Rogelio Vega no era justamente un hombre de muchas palabras. Más bien de pocas o casi ninguna. De su boca solo salían algunos monosílabos, muchos de ellos ininteligibles. De todos modos, en esa zona del sur de Chepes, de Bajo Hondo, La Ralada y otros parajes perdidos y olvidados de la mano de Dios, no había mucho para decir. En esos lugares la mirada y el gesto lo decían todo.

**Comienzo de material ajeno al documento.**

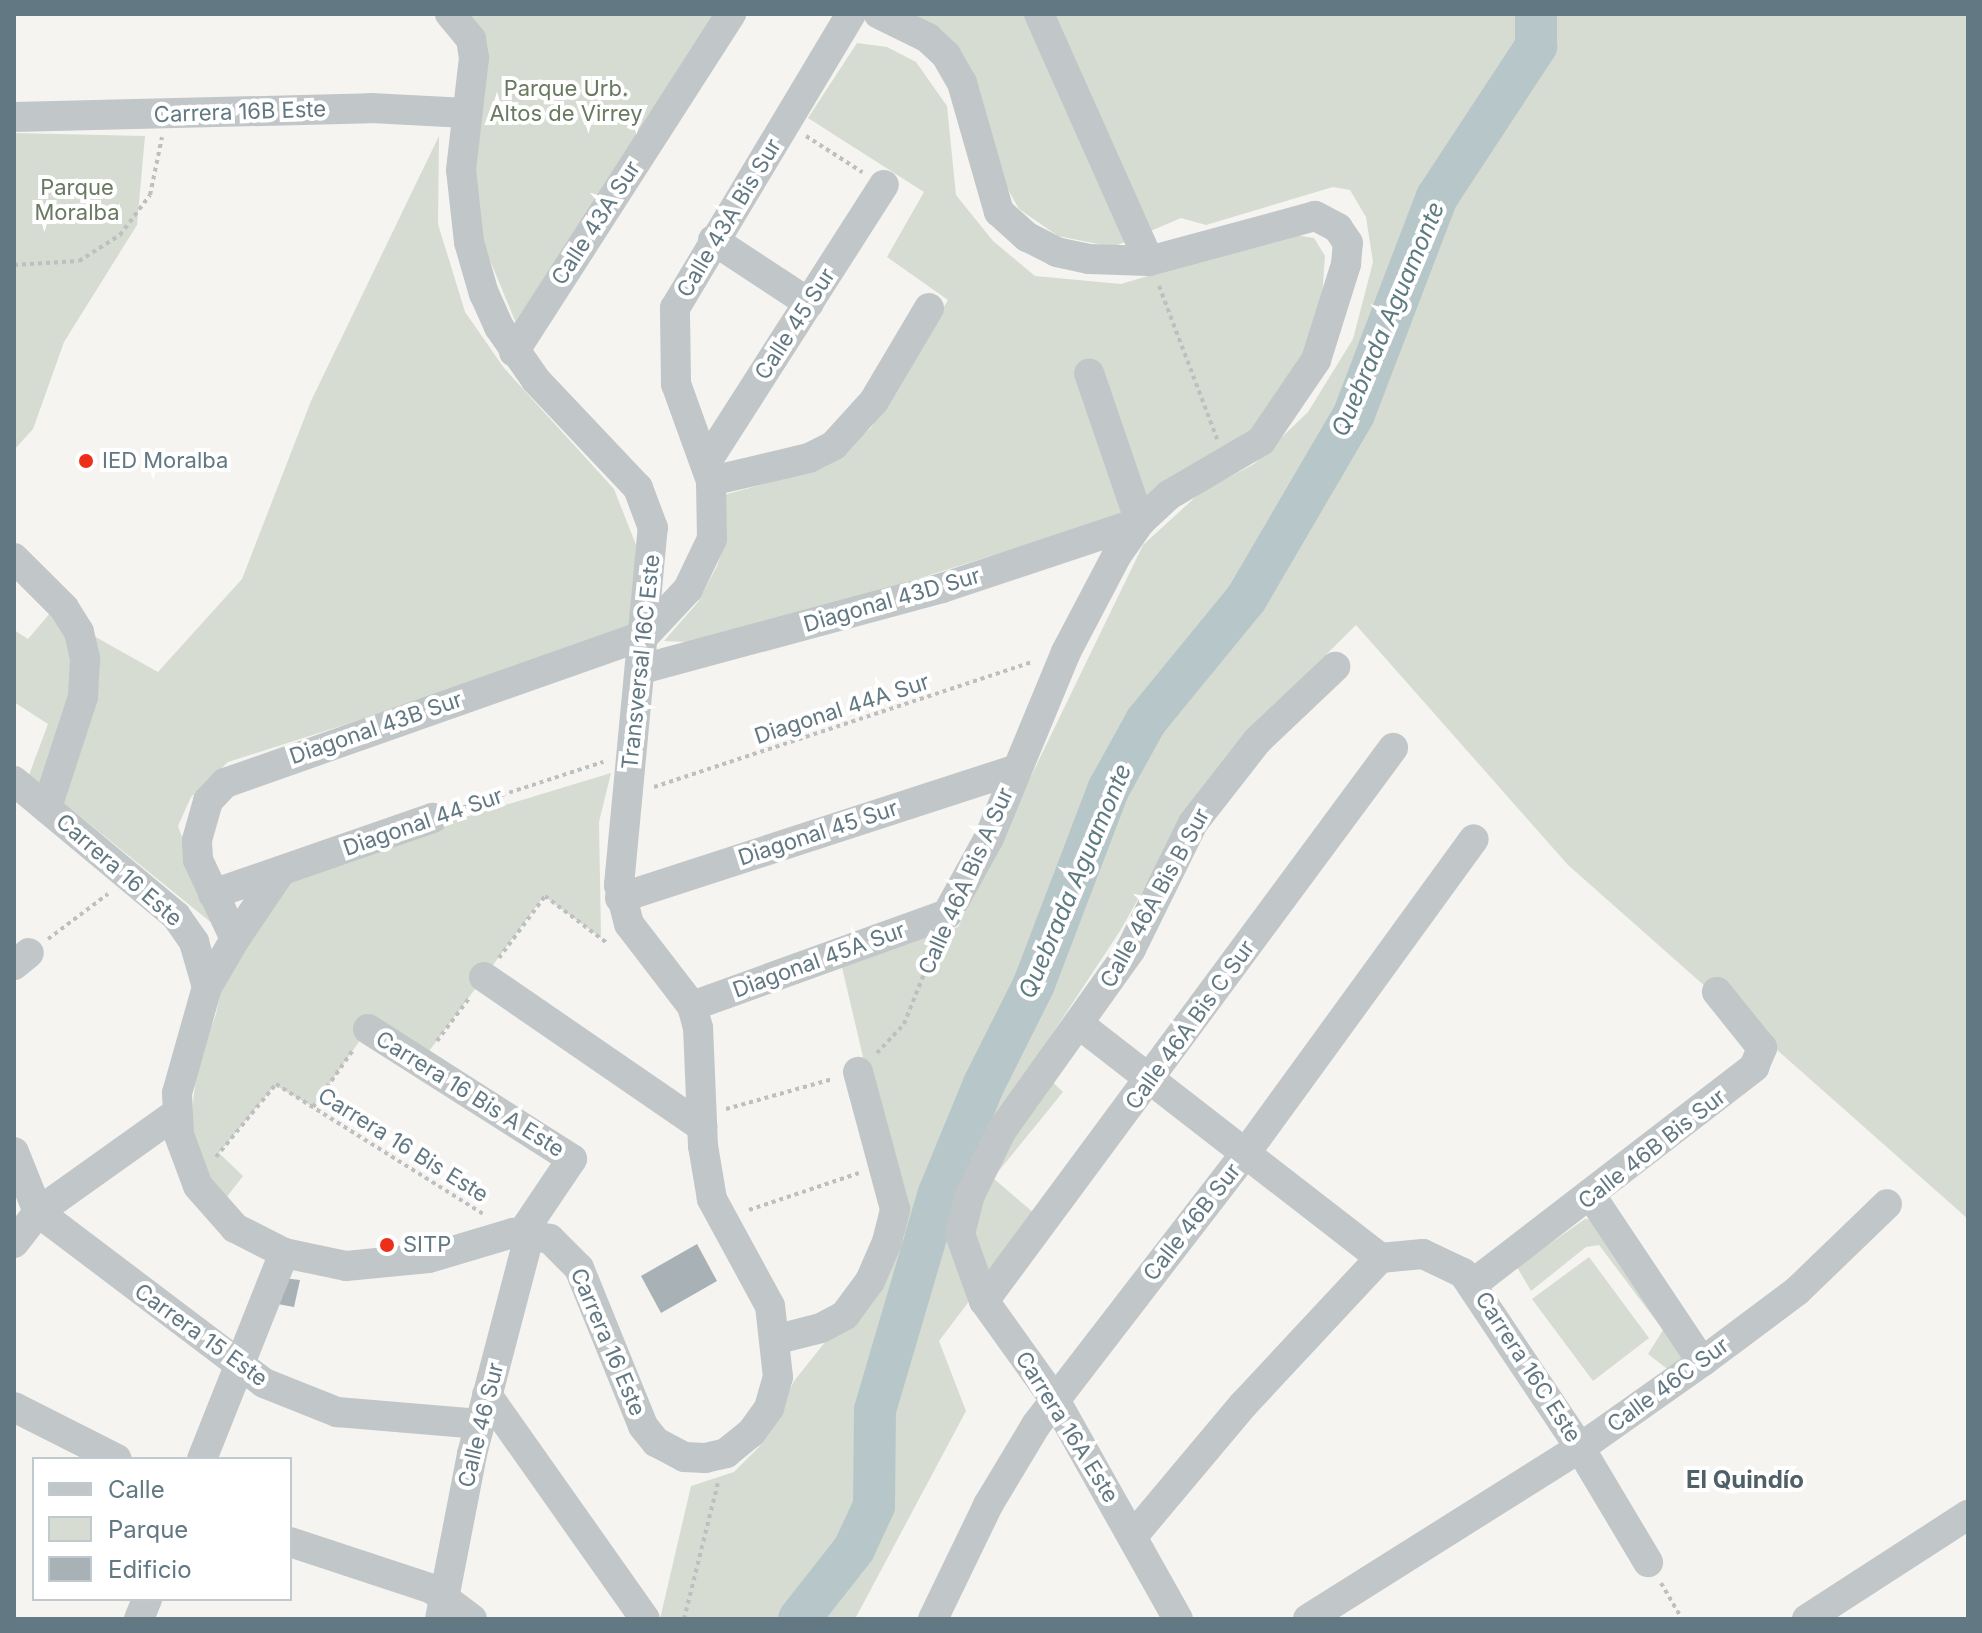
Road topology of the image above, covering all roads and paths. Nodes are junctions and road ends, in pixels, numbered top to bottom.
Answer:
1 (450, 14) edge
2 (731, 14) edge
3 (851, 14) edge
4 (879, 14) edge
5 (1039, 14) edge
6 (466, 113) junction
7 (165, 115) junction
8 (14, 117) edge
9 (787, 124) junction
10 (884, 185) joint
11 (713, 240) junction
12 (1149, 261) junction
13 (14, 265) edge
14 (809, 303) junction
15 (929, 308) dead end
16 (514, 352) junction
17 (1089, 373) dead end
18 (1225, 459) junction
19 (709, 472) junction
20 (1140, 522) junction
21 (14, 558) edge
22 (645, 635) junction
23 (1066, 652) junction
24 (1335, 667) dead end
25 (642, 669) junction
26 (1393, 748) dead end
27 (632, 752) junction
28 (1016, 769) junction
29 (14, 781) edge
30 (628, 796) junction
31 (47, 807) junction
32 (433, 818) joint
33 (1474, 839) dead end
34 (281, 871) junction
35 (129, 878) junction
36 (213, 894) junction
37 (620, 898) junction
38 (947, 914) junction
39 (235, 939) junction
40 (22, 959) edge
41 (484, 977) dead end
42 (207, 987) junction
43 (1717, 992) dead end
44 (692, 1006) junction
45 (1080, 1025) junction
46 (368, 1029) joint
47 (858, 1072) junction
48 (1150, 1080) junction
49 (313, 1107) junction
50 (177, 1113) junction
51 (701, 1122) junction
52 (14, 1152) edge
53 (1245, 1154) junction
54 (572, 1159) joint
55 (884, 1165) junction
56 (196, 1181) junction
57 (1592, 1197) junction
58 (1887, 1204) dead end
59 (38, 1212) junction
60 (722, 1219) junction
61 (522, 1233) junction
62 (960, 1234) joint
63 (14, 1243) edge
64 (284, 1253) junction
65 (1380, 1258) junction
66 (1474, 1283) junction
67 (984, 1301) junction
68 (778, 1339) junction
69 (1702, 1362) junction
70 (239, 1366) junction
71 (487, 1395) junction
72 (1055, 1400) junction
73 (14, 1407) edge
74 (479, 1424) junction
75 (1580, 1448) junction
76 (726, 1453) junction
77 (113, 1457) edge
78 (203, 1457) edge
79 (1968, 1515) edge
80 (1133, 1536) junction
81 (292, 1543) edge
82 (1648, 1562) joint
83 (442, 1607) edge
84 (472, 1619) edge
85 (645, 1619) edge
86 (684, 1619) edge
87 (933, 1619) edge
88 (1178, 1619) edge
89 (1308, 1619) edge
90 (1682, 1619) edge
91 (1807, 1619) edge

1 - 6 street, Transversal 16C Este
2 - 16 street, Calle 43A Sur
3 - 9 street, Calle 43A Bis Sur
4 - 12 street
5 - 12 street
6 - 7 street, Carrera 16B Este
6 - 16 street, Transversal 16C Este
7 - 8 street, Carrera 16B Este
7 - 13 path
9 - 10 path
9 - 11 street, Calle 43A Bis Sur
10 - 14 street, Calle 45 Sur
11 - 14 street
11 - 19 street, Calle 43A Bis Sur
12 - 18 path
12 - 18 street, Calle 46A Bis A Sur
14 - 19 street, Calle 45 Sur
15 - 19 street
16 - 22 street, Transversal 16C Este
17 - 20 street
18 - 20 street, Calle 46A Bis A Sur
19 - 22 street
20 - 23 street, Calle 46A Bis A Sur
20 - 25 street, Diagonal 43D Sur
21 - 31 street
22 - 25 street, Transversal 16C Este
22 - 36 street, Diagonal 43B Sur
23 - 28 street, Calle 46A Bis A Sur
23 - 30 path, Diagonal 44A Sur
24 - 45 street, Calle 46A Bis B Sur
25 - 27 street, Transversal 16C Este
26 - 48 street, Calle 46A Bis C Sur
27 - 30 street, Transversal 16C Este
27 - 32 path, Diagonal 44 Sur
28 - 37 street, Diagonal 45 Sur
28 - 38 street, Calle 46A Bis A Sur
29 - 31 street, Carrera 16 Este
30 - 37 street, Transversal 16C Este
31 - 35 street, Carrera 16 Este
32 - 34 street, Diagonal 44 Sur
33 - 53 street, Calle 46B Sur
34 - 36 street, Diagonal 44 Sur
34 - 39 street
35 - 40 path
35 - 42 street, Carrera 16 Este
36 - 39 street, Diagonal 43B Sur
37 - 44 street, Transversal 16C Este
38 - 44 street, Diagonal 45A Sur
38 - 47 path, Calle 46A Bis A Sur
39 - 42 street
41 - 51 street
42 - 50 street
43 - 57 street, Calle 46B Bis Sur
44 - 51 street, Transversal 16C Este
45 - 48 street
45 - 62 street, Calle 46A Bis B Sur
46 - 49 path
46 - 54 street, Carrera 16 Bis A Este
47 - 51 path
47 - 55 street
48 - 53 street
48 - 67 street, Calle 46A Bis C Sur
49 - 56 path, Carrera 16 Bis Este
49 - 61 path, Carrera 16 Bis Este
50 - 56 street
50 - 59 street
51 - 60 street, Transversal 16C Este
52 - 59 street
53 - 65 street
53 - 72 street, Calle 46B Sur
54 - 61 street, Calle 46 Sur
55 - 60 path
55 - 68 street
56 - 64 street
57 - 66 street, Calle 46B Bis Sur
57 - 69 street
58 - 69 street, Calle 46C Sur
59 - 63 street
59 - 70 street, Carrera 15 Este
60 - 68 street, Transversal 16C Este
61 - 64 street
61 - 71 street, Calle 46 Sur
61 - 76 street, Carrera 16 Este
62 - 67 street, Carrera 16A Este
64 - 70 street
65 - 66 street, Carrera 16C Este
65 - 80 street
66 - 75 street, Carrera 16C Este
67 - 72 street, Carrera 16A Este
68 - 76 street
69 - 75 street, Calle 46C Sur
70 - 74 street, Carrera 15 Este
70 - 78 street
71 - 74 street, Calle 46 Sur
71 - 85 street
72 - 80 street, Carrera 16A Este
72 - 87 street, Calle 46B Sur
73 - 77 street
74 - 83 street, Calle 46 Sur
75 - 82 street, Carrera 16C Este
75 - 89 street, Calle 46C Sur
76 - 86 path
79 - 91 street
80 - 88 street, Carrera 16A Este
81 - 83 street
82 - 90 path
83 - 84 street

Como si la cotidiana costumbre de ahorrar el agua y cuidarla a límites inimaginables los hubiera hecho así, tacaños para el habla, ahorrativos con las expresiones. Hasta movimientos guardaban en el día, se movían lentamente bajo el sol riojano del verano que traspasaba un registro tras otro ese año.

El 88 había comenzado siendo un año extremadamente caluroso y confirmaba la sequía que se arrastraba desde hacía ya más de ocho meses. Las represas secas, las cabras perdiendo las pariciones y las pocas vaquitas que podía tener algún vecino con más suerte, se iban achicharrando bajo esos rayos impiadosos.

Rogelio Vega tenía algunas costumbres sagradas, una de ellas era el fútbol los sábados a la tarde y luego de ello la ingesta desmedida de bebidas alcohólicas hasta el otro día. Único momento en el que los hacheros, los poceros, los labradores de las huertas, de los campos, los que cuidaban el escaso ganado, podían reencontrarse en la canchita a la salida de Chepes y disfrutar un poco sin tener que estar pensando que hay que levantarse antes del alba y meterle duro hasta que caiga la tardecita todos los santos días. Y el calor, ese espantoso calor que lo hacía todo más difícil.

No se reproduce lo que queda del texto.